Copy the data exactly, pictures aside.

◇ ◇ ◇ ◇ ◇

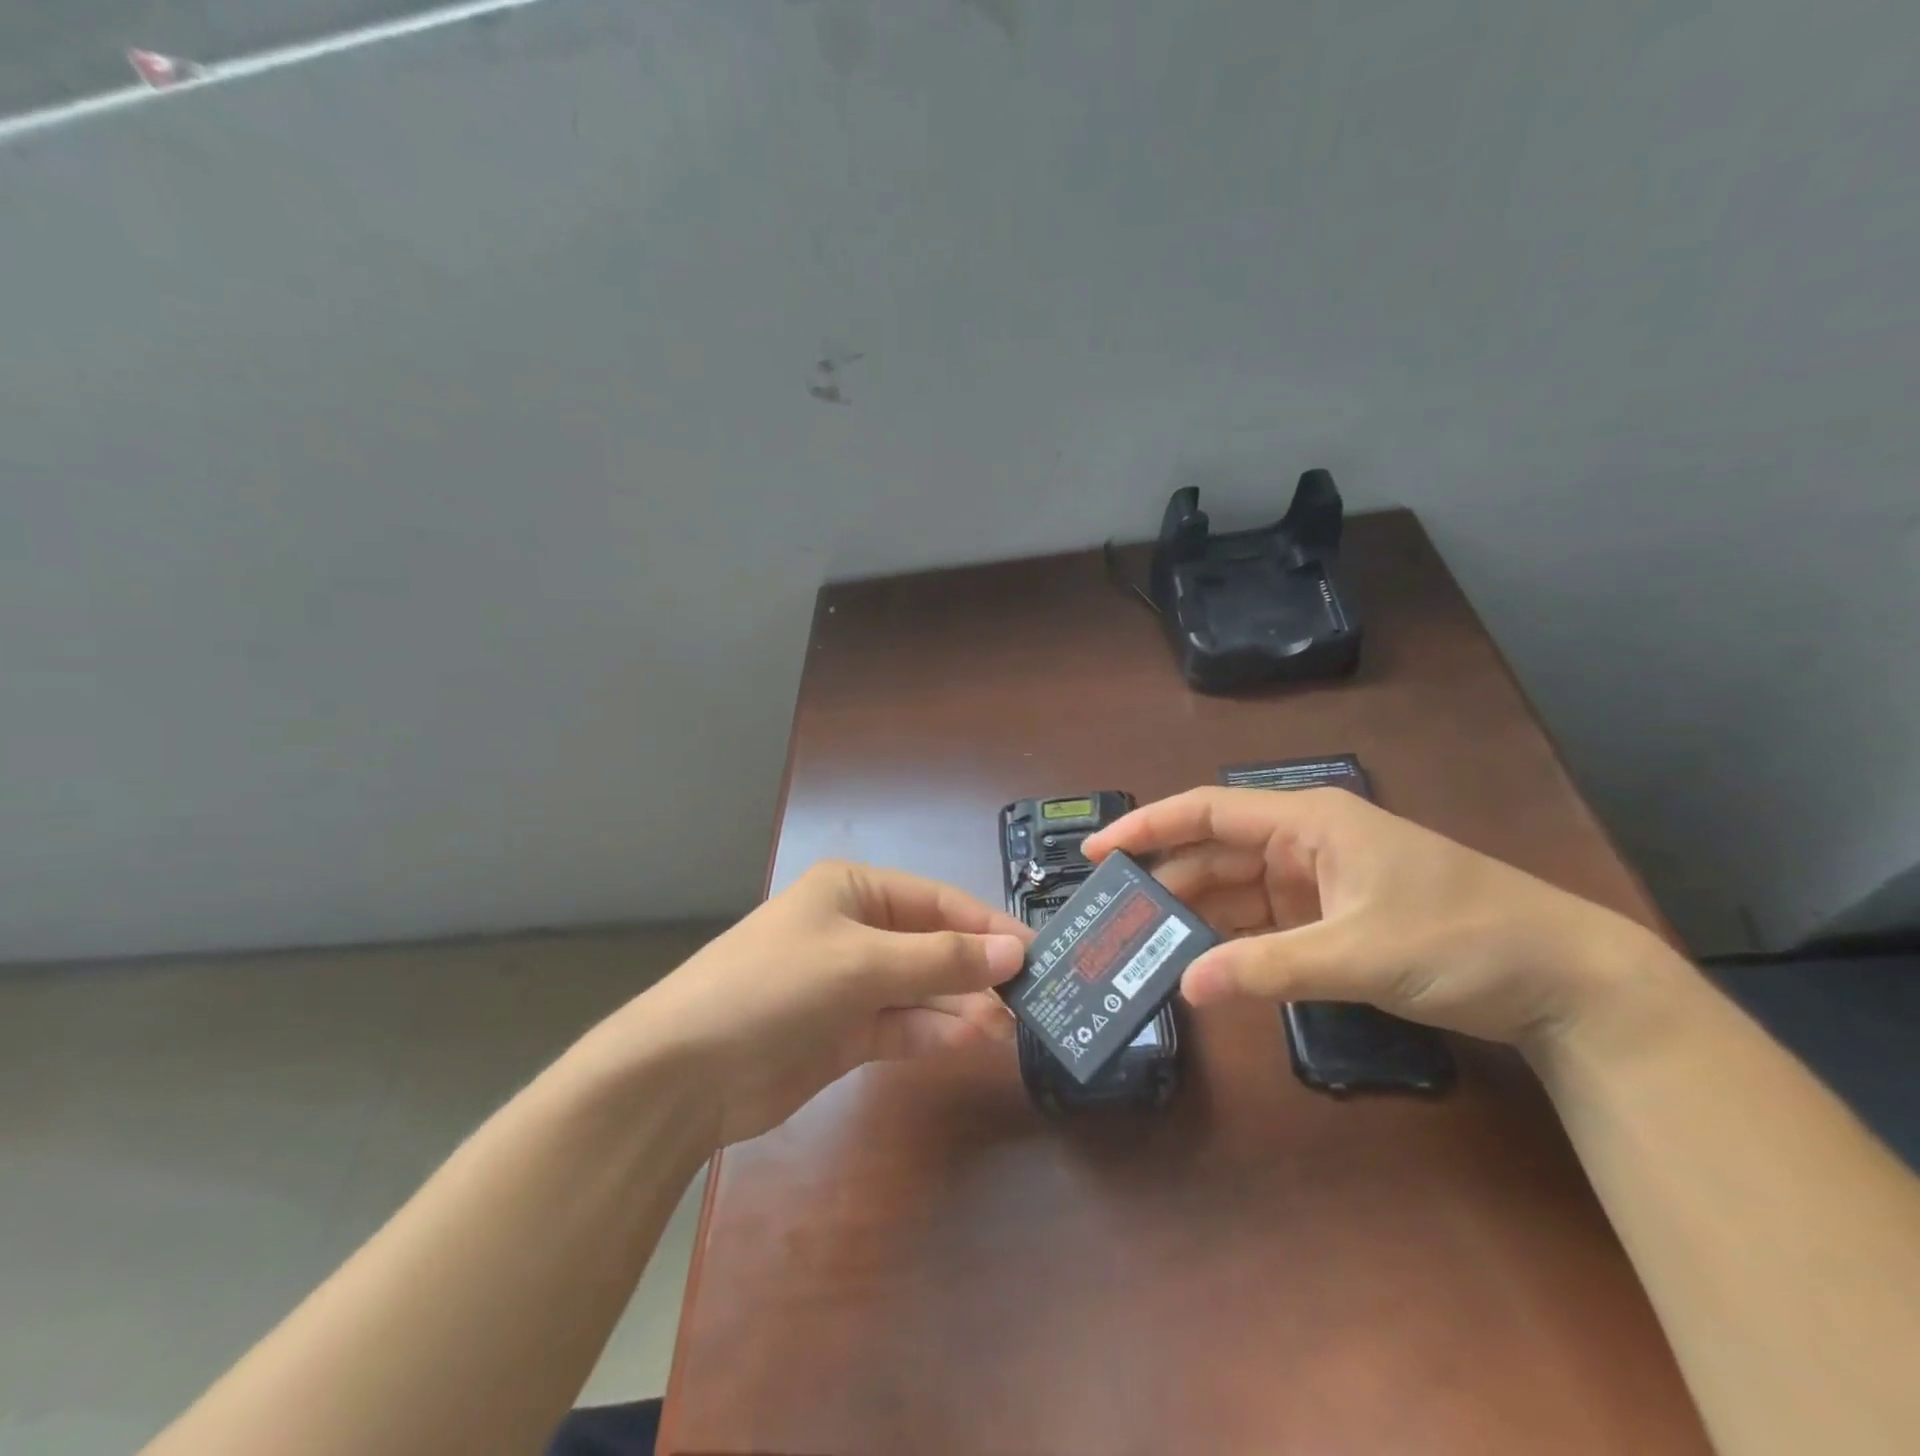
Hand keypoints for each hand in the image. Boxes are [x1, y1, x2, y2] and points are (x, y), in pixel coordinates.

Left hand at [623, 862, 1026, 1146]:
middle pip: (933, 946)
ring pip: (923, 990)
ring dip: (962, 1005)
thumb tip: (1015, 952)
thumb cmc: (774, 986)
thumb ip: (941, 960)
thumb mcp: (861, 963)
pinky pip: (903, 1026)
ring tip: (1011, 1026)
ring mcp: (850, 985)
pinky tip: (970, 1041)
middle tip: (1032, 999)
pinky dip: (935, 1033)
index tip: (1037, 952)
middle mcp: (856, 930)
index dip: (987, 925)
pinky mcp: (845, 1034)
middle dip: (978, 970)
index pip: (937, 901)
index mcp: (854, 890)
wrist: (685, 1073)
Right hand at [1083, 787, 1668, 1050]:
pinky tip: (1199, 961)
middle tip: (1112, 915)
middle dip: (1164, 880)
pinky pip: (1262, 923)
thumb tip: (1185, 986)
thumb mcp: (1360, 953)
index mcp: (1308, 821)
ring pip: (1235, 891)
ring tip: (1142, 943)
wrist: (1566, 982)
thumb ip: (1267, 968)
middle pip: (1214, 853)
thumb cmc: (1463, 940)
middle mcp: (1304, 842)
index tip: (1098, 851)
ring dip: (1193, 915)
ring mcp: (1317, 882)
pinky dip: (1230, 941)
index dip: (1148, 826)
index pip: (1208, 811)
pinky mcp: (1331, 918)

◇ ◇ ◇ ◇ ◇

• Exercise output
Hand keypoints for each hand in the image. Boxes are [x1, y1, x2, y2] and points are (x, y), in pixel coordinates.

Left hand at [623, 862, 1026, 1146]:
middle pip: (933, 946)
ring pip: (923, 990)
ring dip: (962, 1005)
thumb tip: (1015, 952)
thumb cmc: (774, 986)
thumb ip: (941, 960)
thumb mcp: (861, 963)
pinky pip: (903, 1026)
ring tip: (1011, 1026)
ring mcp: (850, 985)
pinky tip: (970, 1041)
middle tip: (1032, 999)
pinky dip: (935, 1033)
index tip: (1037, 952)
middle mcp: (856, 930)
index dip: (987, 925)
pinky mcp: (845, 1034)
middle dip: (978, 970)
index pip: (937, 901)
index mcp: (854, 890)
wrist: (685, 1073)
Right hand at [1083, 787, 1668, 1050]:
pinky tip: (1199, 961)
middle tip: (1112, 915)
middle dip: (1164, 880)
pinky pip: (1262, 923)
thumb tip: (1185, 986)
thumb mcp: (1360, 953)
index mcp: (1308, 821)
ring pip: (1235, 891)
ring tip: (1142, 943)
wrist: (1566, 982)
thumb ip: (1267, 968)
middle pip: (1214, 853)
thumb cmc: (1463, 940)
middle mcp: (1304, 842)
index tip: (1098, 851)
ring dip: (1193, 915)
ring mcp: (1317, 882)
pinky dip: (1230, 941)
index dip: (1148, 826)
index pip: (1208, 811)
pinky mcp: (1331, 918)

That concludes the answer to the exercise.